Heading to the Poles

Think pole dancing is about objectifying women? Think again, says champion pole dancer and studio owner Sergia Louise Anderson.

Sergia Louise Anderson discovered pole dancing at age 28, after more than a decade as an actress and dancer. A quick study, she soon entered pole competitions, winning the US Pole Dance Federation 2012 Amateur Championship and the 2013 US National Championship. 

Now 34, she runs The Vertitude in Canoga Park, the Valley’s largest pole dancing studio. After opening the 1,500-square-foot location in 2011, Sergia discovered some unexpected rewards. “One of my favorite things about teaching pole is seeing women blossom,” she says. “Over three to six months, they build up strength and confidence, and they hold themselves differently and speak up. It’s a beautiful kind of haven.”

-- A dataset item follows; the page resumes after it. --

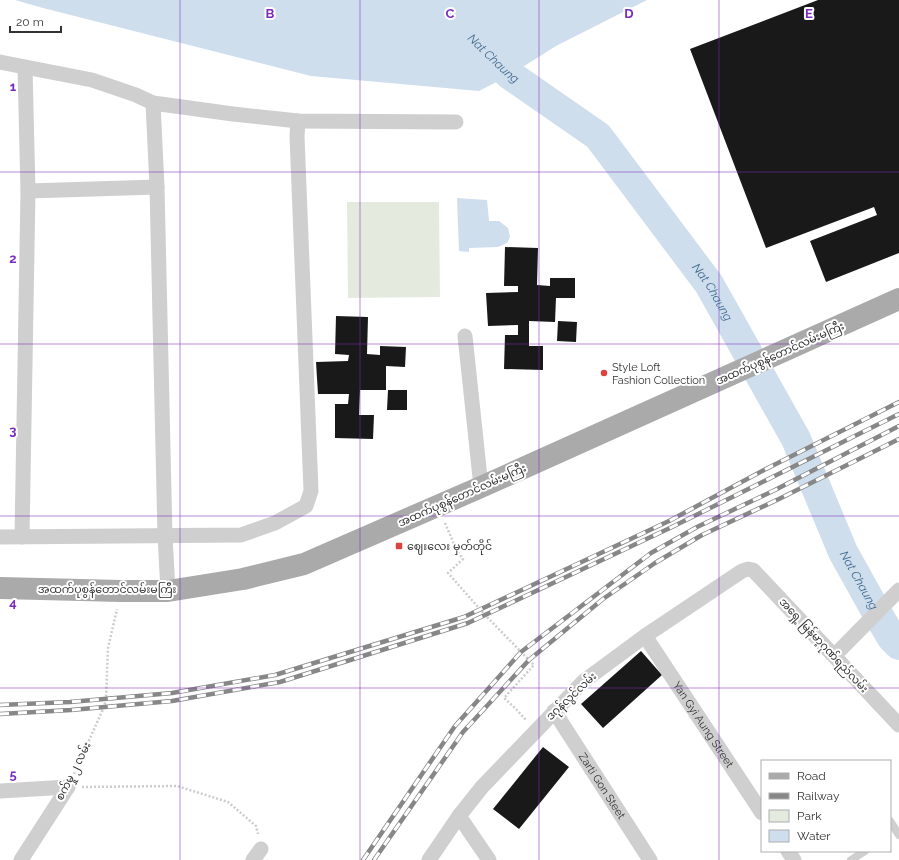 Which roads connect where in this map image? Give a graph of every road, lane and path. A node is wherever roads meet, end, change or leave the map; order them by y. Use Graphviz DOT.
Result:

If you’re imagining a roomful of Valley homemakers in six-inch Lucite heels and bikinis jiggling around stripper-style, think again. Sergia makes it very clear that she is not a training ground for local strip clubs and that pole dancing, as she teaches it, has deep roots in a variety of respected athletic traditions. “It comes from Chinese pole, acrobatics, pole mallakhamb ,” says Sergia. “The pole is just an apparatus.”

In fact, she notes, pole is one of the sports under consideration for inclusion in the Olympics, specifically the form known as “sport pole,” which focuses on athleticism and is performed barefoot. (“Classic” or “sensual” pole is the exotic-dance-influenced style.)

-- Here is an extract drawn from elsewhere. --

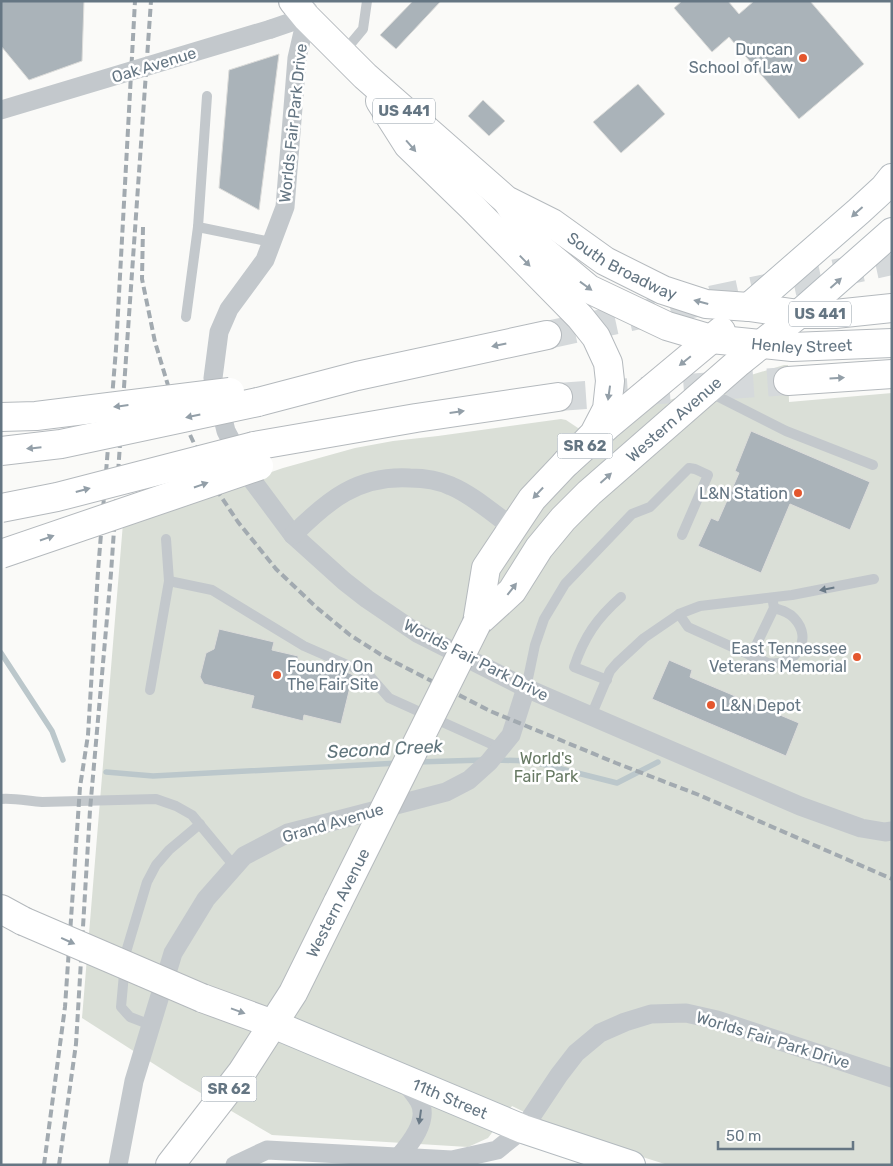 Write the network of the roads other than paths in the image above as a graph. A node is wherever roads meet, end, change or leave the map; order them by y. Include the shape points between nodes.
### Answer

The Vertitude offers some 30 classes each week, daily 60- or 90-minute sessions for everyone from beginners to pole competitors. Classes like Flexotic, Slow and Sultry and Pole Exotic require high heels and follow the sensual pole tradition, while the technique classes are about building strength, skill and stamina. Students range in age from 18 to 63 and include a handful of men.
“This is our adult jungle gym,” says Sergia. “This is play time and play is extremely important for mental health.”

 

Behind the Workout

If you think pole dancing classes aren’t “real” exercise—now there’s a scientific journal study that says otherwise. Titled “Physical and Physiological Demands in Women Pole Dance” and published in The Journal of Sports Medicine and Physical Fitness earlier this year, the study showed that a pole routine is physically challenging, causing blood pressure, heart rate and breathing rate to skyrocket. 
The sport can also build enormous upper body and core strength and works almost every muscle in the body. As Sergia puts it, “It’s Pilates turned into movement.”